Doubt has been cast over millions of dollars in federal funding for Latrobe Valley projects, including the long-awaited Moe railway precinct revamp, following revelations the government failed to finalise funding agreements with recipients before the election period.
A spokeswoman for Regional Australia Minister Catherine King confirmed yesterday funding agreements for the $7.5 million Moe revitalisation, $4 million Latrobe Community Health Service training clinic and dental lab in Churchill, and $150,000 Gippsland Workforce Development Plan, announced last month, were yet to be negotiated.
Ms King has insisted the projects are budgeted for and secure under the Labor Government.
The Express understands what was a concrete funding announcement could now hinge on the outcome of the election.
A local Liberal Party member, who did not wish to be named, said they “seriously doubted” the funding would go ahead under a Coalition Government without a funding agreement already in place.
“I have been told by local Coalition MPs and party advisors a Coalition Government could not guarantee any previous government announcements could be funded, as the budget shortfall would require them to look at saving money in all areas,” the source said.
In response to questions from The Express, Federal Member for McMillan Russell Broadbent, whose electorate takes in Moe, could not commit to ensuring the funding went ahead under the Coalition if the agreements were not finalised by Labor.
“Clearly, these (projects) would have been part of the government’s budget and should have been dealt with,” Mr Broadbent said.
“I will need to seek further information on the details of the commitment by the Gillard/Rudd government before making any comment on what decision a Coalition Government might make”
The revelation also calls into question the certainty of a total of $8 million in state and local government funding commitments for the Moe upgrade, which The Express understands are conditional upon the federal funding.
Loss of funding for the railway project would be a cruel blow to the Moe community, which is due to host a public barbecue tomorrow night to celebrate the end of a six-year campaign for the project.
“It would be public humiliation if this money did not come through to Latrobe City and Moe,” Committee for Moe president Manny Gelagotis said.
“They (elected government) will open the door to get a right whack.”
Save Moe’s Future spokesman Tony Flynn said the Moe community would expect any subsequent government to honour the announcement.
“If there is an intention not to honour that, they need to come clean and be honest with the community of Moe now,” Mr Flynn said.
Latrobe City chief executive Paul Buckley said council had received written advice from Ms King the funding had been allocated to the Moe project.

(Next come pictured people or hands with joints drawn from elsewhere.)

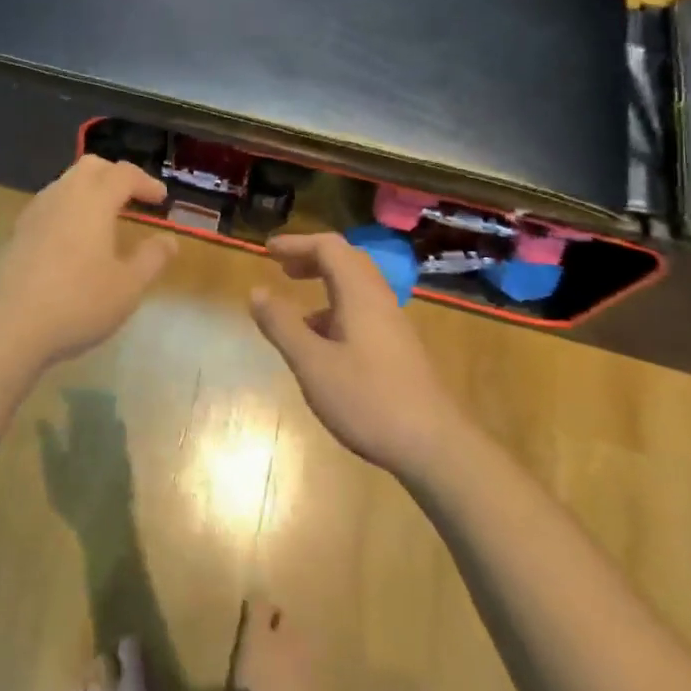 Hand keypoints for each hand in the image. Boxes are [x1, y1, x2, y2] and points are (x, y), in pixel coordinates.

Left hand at [0, 157, 176, 425]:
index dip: (145, 182)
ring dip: (89, 191)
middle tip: (133, 196)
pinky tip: (74, 239)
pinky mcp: (17, 232)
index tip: (161, 199)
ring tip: (105, 218)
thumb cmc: (78, 302)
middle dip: (114, 175)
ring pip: (66, 184)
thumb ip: (151, 259)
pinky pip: (50, 205)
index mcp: (93, 200)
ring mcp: (34, 212)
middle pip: (90, 167)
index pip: (123, 174)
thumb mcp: (127, 287)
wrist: (7, 324)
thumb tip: (168, 240)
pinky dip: (69, 209)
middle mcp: (62, 195)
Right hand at [249, 233, 459, 474]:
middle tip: (282, 268)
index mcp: (360, 294)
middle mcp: (379, 301)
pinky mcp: (398, 350)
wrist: (434, 447)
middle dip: (312, 259)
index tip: (268, 251)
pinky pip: (363, 313)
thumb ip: (282, 325)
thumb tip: (256, 291)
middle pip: (347, 262)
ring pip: (357, 289)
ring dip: (325, 287)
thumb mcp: (312, 363)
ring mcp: (393, 326)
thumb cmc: (368, 399)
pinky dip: (336, 313)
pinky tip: (322, 347)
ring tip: (296, 313)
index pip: (329, 247)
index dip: (297, 243) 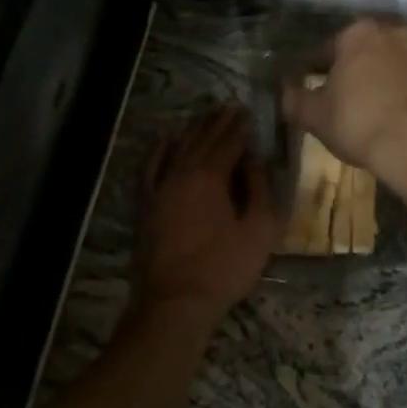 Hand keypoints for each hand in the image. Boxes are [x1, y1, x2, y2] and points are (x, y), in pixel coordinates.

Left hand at [133, 104, 279, 325]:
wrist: (174, 301)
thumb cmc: (224, 268)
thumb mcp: (260, 230)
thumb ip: (260, 188)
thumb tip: (254, 159)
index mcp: (211, 176)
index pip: (229, 141)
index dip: (241, 126)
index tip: (250, 112)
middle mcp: (182, 171)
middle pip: (203, 137)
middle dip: (219, 120)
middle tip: (231, 106)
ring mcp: (159, 186)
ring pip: (178, 146)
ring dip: (195, 128)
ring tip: (208, 115)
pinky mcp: (146, 202)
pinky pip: (151, 165)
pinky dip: (159, 147)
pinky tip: (166, 136)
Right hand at [281, 19, 406, 189]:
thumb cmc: (360, 123)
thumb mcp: (315, 116)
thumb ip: (295, 100)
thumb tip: (286, 93)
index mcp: (360, 33)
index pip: (328, 48)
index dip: (316, 70)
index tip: (312, 91)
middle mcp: (396, 33)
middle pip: (366, 52)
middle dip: (355, 71)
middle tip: (344, 100)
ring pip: (396, 65)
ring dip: (385, 81)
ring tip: (375, 112)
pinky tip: (401, 121)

He said it was his view it was “only a matter of process” for funding agreements to be finalised between the Department of Regional Australia and council, along with the proponents of the other projects.
“In my view, it’s a formality and I would expect that whichever government was elected, given that the funding has been announced, the process to progress fairly quickly,” Mr Buckley said.
A spokesman for deputy premier Peter Ryan said the Coalition Government stood by its $3 million commitment to the Moe project.
The Moe Railway Revitalisation Project will include construction of a civic hub, library and cafe on the south side of George Street.
Latrobe Community Health Service chief executive Ben Leigh, said the contract process was “in motion” for the training clinic funding and he too had been contacted by Ms King “formalising” the announcement.